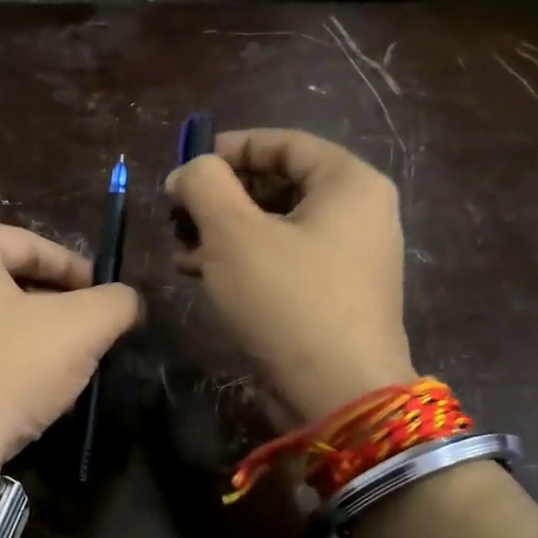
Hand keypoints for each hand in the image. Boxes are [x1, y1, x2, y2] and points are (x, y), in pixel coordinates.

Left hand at [0, 220, 141, 465]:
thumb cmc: (6, 369)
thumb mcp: (79, 329)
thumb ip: (115, 302)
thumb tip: (127, 300)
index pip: (34, 246)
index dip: (79, 273)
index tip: (105, 301)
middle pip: (8, 278)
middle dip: (53, 305)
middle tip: (87, 333)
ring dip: (28, 333)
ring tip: (61, 363)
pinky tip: (21, 384)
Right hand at [167, 128, 414, 421]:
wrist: (337, 394)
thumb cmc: (288, 302)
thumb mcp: (234, 235)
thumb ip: (204, 186)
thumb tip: (188, 172)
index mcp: (349, 183)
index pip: (285, 143)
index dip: (230, 148)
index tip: (186, 166)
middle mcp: (359, 213)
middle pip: (280, 185)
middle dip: (222, 197)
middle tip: (178, 214)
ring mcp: (351, 258)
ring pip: (278, 227)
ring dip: (225, 232)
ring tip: (180, 249)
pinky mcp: (335, 296)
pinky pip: (285, 261)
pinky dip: (245, 261)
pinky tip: (203, 275)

####

= ASSIGNMENT =
Copy out the lines starting at the one containing "thumb cmc: (288, 302)" and ending with the last line of the entries. Include nothing else.

= YOUR SOLUTION =
thumb cmc: (288, 302)
thumb mcp: (234, 235)
thumb ip: (204, 186)
thumb tip: (188, 172)
index mcp: (349, 183)
index pip: (285, 143)
index dip: (230, 148)
index tip: (186, 166)
middle mcp: (359, 213)
middle pip: (280, 185)
middle dip: (222, 197)
middle tip: (178, 214)
ring mcp: (351, 258)
ring pip: (278, 227)
ring dip: (225, 232)
ring tip: (180, 249)
pinky mcp: (335, 296)
pinky pip: (285, 261)
pinky dip: (245, 261)
pinky tip: (203, 275)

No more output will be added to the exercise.